By the early 19th century, the city had already grown to become comparable with any well known European city at the time, with wide streets, lavishly decorated gardens, huge buildings and a well designed sewer network, no less elaborate than that of London itself.The British, like their Mughal predecessors, used architecture to spread the message of their power and might, and no city witnessed this better than the city of Calcutta. Being a greenfield settlement, the British had all the land they needed to build the foundations of their empire. The first building to be built at the site was the Fort William, a medium sized star shaped fort of typical English design, that housed a small population of British soldiers, traders and engineers.

St. Peters Church, Fort William, Calcutta Photo Courtesy: Francis Frith [Public domain], via Wikimedia Commons
Once the region was freed of the influence of the native Indian rulers, the British moved out of their fort, and started to build the city, expanding farther and farther each year. Within a short period of time, Calcutta became the crown jewel of the British Indian Empire, with the majority of their exports and imports passing through the city docks, along the mighty Hooghly river. Calcutta soon became the richest city in India, both financially as well as culturally, as thousands of Europeans flocked to the city bringing with them their art, their food, their sense of fashion and their pioneering ideas that were alien to the native Indian folk. As the British extended the boundaries of their Empire, Calcutta became the nerve center of all the action.

The British spared no expenses in developing the city to be worthy of their people who came all the way from England to build their fortunes in this newly discovered land. They heavily used Neoclassical architectural forms , which were very different from the traditional Mughal style that was prevalent in the country at the time. While richly decorated Corinthian capitals topped tall columns, massive arches spanned large public spaces, cast iron railings gave a fairy tale like appearance to the facades of buildings and  beautifully paved sidewalks gave the British a feeling of home, the way of life of the people also reflected the world they had left behind, to settle in this new city.

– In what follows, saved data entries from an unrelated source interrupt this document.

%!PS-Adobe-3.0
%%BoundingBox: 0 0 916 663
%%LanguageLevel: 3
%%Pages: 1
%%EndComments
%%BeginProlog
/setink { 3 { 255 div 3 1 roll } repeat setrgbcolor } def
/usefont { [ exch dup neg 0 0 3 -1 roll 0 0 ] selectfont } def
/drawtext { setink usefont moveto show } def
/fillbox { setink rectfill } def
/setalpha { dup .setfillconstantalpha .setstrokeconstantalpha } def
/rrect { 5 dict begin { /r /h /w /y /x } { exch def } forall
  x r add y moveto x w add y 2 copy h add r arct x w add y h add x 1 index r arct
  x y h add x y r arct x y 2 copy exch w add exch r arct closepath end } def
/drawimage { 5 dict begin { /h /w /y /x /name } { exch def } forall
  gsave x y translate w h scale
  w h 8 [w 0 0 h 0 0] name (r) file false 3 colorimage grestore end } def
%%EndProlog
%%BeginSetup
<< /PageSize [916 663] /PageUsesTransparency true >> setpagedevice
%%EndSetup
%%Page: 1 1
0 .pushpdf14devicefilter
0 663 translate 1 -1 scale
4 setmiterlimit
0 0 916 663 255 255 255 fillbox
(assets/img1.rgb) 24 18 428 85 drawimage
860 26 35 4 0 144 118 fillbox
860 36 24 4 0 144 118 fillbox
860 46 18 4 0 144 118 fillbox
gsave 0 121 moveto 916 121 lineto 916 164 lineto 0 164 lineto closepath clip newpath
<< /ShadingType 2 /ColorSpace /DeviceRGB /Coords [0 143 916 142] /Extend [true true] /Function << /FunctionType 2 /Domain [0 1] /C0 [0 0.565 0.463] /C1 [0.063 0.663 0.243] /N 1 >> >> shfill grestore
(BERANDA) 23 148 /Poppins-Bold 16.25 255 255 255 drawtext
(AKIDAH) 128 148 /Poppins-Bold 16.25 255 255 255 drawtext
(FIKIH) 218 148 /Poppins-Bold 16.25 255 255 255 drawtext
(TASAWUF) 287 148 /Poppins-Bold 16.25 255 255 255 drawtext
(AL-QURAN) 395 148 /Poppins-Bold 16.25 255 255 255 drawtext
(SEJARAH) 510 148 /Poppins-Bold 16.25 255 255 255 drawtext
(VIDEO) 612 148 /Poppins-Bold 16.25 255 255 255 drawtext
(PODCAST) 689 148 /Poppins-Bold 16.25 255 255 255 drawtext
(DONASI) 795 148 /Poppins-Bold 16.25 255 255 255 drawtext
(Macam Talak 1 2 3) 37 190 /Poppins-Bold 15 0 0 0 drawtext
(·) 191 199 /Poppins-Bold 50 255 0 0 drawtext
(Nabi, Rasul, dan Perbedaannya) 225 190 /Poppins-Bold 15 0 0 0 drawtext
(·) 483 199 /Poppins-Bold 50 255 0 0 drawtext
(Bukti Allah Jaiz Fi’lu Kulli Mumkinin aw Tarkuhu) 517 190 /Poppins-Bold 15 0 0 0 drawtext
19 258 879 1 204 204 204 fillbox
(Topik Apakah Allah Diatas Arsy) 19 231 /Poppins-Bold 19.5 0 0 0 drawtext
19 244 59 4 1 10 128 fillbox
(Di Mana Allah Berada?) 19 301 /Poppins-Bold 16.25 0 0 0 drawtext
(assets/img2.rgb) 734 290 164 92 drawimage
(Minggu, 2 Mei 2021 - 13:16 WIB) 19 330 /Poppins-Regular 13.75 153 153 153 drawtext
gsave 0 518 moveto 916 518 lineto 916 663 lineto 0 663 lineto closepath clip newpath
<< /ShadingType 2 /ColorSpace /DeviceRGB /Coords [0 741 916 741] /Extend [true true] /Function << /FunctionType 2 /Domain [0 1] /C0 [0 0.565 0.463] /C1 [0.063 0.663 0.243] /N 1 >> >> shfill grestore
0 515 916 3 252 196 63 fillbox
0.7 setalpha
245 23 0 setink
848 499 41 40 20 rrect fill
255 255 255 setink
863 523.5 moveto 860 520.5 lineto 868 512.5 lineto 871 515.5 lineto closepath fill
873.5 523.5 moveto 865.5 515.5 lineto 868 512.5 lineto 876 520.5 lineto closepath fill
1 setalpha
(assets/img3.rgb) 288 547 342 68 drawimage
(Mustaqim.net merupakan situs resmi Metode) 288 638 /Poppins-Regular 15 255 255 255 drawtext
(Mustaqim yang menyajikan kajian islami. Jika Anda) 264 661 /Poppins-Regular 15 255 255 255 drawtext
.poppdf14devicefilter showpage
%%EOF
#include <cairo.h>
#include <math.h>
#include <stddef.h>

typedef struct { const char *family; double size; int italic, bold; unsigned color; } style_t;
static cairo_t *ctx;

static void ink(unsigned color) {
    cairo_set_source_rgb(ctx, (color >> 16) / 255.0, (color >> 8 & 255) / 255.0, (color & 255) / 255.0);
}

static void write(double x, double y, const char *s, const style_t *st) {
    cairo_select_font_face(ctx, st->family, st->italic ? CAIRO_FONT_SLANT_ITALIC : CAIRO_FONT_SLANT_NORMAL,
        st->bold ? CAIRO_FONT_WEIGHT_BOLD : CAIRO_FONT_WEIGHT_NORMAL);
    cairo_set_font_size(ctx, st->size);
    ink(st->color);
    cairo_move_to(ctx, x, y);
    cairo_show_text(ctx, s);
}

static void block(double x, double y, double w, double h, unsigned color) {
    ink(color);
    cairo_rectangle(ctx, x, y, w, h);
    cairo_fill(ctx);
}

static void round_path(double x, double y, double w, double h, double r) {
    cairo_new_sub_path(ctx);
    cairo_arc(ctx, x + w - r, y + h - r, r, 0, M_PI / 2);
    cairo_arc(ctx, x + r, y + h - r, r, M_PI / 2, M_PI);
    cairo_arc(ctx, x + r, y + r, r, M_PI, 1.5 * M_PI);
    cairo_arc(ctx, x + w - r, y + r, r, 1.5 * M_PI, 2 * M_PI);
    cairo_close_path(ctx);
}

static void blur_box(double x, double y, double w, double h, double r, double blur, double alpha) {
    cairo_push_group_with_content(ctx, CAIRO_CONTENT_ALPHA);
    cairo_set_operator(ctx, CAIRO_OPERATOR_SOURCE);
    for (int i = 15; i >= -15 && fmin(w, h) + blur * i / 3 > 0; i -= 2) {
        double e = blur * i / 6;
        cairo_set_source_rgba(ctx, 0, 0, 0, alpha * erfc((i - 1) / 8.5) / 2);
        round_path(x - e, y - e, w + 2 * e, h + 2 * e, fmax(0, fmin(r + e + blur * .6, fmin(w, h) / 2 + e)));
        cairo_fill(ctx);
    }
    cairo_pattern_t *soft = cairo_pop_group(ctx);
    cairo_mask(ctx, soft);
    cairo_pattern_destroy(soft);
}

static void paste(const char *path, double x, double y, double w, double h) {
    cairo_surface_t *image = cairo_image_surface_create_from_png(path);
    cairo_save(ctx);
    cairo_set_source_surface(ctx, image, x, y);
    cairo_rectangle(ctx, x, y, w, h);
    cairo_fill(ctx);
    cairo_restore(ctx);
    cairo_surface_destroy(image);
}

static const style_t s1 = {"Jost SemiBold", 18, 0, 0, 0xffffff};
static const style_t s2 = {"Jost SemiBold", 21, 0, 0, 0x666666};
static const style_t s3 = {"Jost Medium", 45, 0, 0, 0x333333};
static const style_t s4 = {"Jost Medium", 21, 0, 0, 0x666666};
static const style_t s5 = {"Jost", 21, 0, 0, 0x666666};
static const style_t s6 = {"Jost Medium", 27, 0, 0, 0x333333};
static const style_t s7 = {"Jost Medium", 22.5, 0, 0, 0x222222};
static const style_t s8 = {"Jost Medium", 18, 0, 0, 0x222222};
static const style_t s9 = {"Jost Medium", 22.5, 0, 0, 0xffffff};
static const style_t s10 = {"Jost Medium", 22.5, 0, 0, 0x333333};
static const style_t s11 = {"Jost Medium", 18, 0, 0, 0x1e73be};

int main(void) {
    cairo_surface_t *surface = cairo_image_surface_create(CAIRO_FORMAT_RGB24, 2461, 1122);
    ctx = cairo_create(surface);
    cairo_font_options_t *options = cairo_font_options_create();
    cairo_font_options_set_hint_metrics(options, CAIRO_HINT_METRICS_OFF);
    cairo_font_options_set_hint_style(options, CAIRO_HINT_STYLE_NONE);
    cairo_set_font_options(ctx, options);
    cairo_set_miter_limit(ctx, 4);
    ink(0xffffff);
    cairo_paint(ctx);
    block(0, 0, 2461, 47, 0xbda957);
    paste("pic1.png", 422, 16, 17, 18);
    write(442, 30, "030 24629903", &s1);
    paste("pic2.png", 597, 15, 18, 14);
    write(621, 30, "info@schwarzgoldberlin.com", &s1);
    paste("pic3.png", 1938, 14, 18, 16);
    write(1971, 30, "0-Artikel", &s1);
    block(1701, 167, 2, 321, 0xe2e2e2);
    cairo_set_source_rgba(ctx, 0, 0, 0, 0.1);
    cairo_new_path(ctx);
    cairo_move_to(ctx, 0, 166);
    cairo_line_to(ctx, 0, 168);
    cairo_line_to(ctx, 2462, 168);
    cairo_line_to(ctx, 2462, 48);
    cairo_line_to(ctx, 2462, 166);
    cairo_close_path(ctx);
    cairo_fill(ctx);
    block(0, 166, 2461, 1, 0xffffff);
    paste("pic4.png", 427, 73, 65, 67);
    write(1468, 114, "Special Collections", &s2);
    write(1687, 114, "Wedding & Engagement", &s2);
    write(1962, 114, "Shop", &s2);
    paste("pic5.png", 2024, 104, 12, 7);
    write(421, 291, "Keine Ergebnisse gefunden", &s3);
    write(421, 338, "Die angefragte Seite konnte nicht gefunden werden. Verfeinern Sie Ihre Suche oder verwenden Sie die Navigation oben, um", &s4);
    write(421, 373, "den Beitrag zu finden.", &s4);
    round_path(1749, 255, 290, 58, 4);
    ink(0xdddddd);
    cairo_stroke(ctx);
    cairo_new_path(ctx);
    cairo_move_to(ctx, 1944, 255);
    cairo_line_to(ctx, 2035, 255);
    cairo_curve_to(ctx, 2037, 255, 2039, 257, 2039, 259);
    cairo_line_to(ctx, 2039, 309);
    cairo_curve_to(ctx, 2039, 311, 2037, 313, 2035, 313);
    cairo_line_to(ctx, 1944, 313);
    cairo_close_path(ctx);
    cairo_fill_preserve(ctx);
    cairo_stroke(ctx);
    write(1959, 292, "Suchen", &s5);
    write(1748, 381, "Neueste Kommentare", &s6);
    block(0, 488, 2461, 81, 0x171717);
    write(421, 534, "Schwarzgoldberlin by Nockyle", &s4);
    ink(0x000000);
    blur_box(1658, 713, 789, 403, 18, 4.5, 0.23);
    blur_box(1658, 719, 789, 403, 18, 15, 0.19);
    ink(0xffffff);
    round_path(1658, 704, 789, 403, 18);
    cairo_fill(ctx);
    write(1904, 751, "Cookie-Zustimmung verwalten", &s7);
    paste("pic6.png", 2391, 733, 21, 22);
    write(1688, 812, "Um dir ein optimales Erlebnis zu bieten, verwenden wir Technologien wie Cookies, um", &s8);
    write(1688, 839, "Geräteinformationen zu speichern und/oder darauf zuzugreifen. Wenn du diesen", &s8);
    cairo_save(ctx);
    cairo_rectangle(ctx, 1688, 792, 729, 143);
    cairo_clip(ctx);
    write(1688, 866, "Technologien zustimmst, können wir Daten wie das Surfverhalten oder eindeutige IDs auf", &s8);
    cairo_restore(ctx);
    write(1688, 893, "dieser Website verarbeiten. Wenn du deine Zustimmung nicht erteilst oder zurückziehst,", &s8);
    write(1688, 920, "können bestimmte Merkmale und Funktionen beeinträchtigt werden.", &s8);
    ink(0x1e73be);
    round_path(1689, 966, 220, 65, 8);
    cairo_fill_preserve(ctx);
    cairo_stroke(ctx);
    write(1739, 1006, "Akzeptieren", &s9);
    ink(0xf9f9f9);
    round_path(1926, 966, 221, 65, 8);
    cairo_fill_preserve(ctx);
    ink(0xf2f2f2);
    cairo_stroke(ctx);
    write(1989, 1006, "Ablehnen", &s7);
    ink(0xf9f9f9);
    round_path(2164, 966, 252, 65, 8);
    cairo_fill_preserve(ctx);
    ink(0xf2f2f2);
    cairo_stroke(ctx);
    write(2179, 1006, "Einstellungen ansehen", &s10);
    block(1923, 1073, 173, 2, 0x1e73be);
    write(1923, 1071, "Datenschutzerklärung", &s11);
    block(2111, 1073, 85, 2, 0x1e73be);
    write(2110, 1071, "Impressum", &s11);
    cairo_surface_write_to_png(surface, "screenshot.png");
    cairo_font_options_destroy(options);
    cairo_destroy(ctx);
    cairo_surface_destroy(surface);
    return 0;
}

The Writer’s Building Photo Courtesy: Paul Hamilton

A long time has passed since then. Empires have fallen and democracy has broken the chains of imperialism. Calcutta has become Kolkata and it is no longer the European metropolis it used to be. However, Kolkata is a city that lives with its past, never letting it go, no matter what. Unlike other Indian cities , that have ushered in the wave of modern architecture, Kolkata has  continued to keep the colonial built heritage alive. Most of the great Neoclassical palaces were converted to government offices soon after independence, thus preserving them. Churches, Synagogues, movie theaters , and even old British cemeteries that fell into disuse after independence, have been kept as good as new, by the nostalgic citizens of  this eternal city.

The Old City of Calcutta Photo Courtesy: Ross from Flickr

Kolkata is a city of wonders, and what makes it different from other Indian cities is its ability to keep its heritage alive , side by side with the fast pace of modern life. Thus, even today the most famous of the colonial buildings, such as the Writer’s building , the Governor’s house, numerous churches, the great museums , the Howrah railway station and so much more, still give visitors a glimpse of the past, which is far from dead.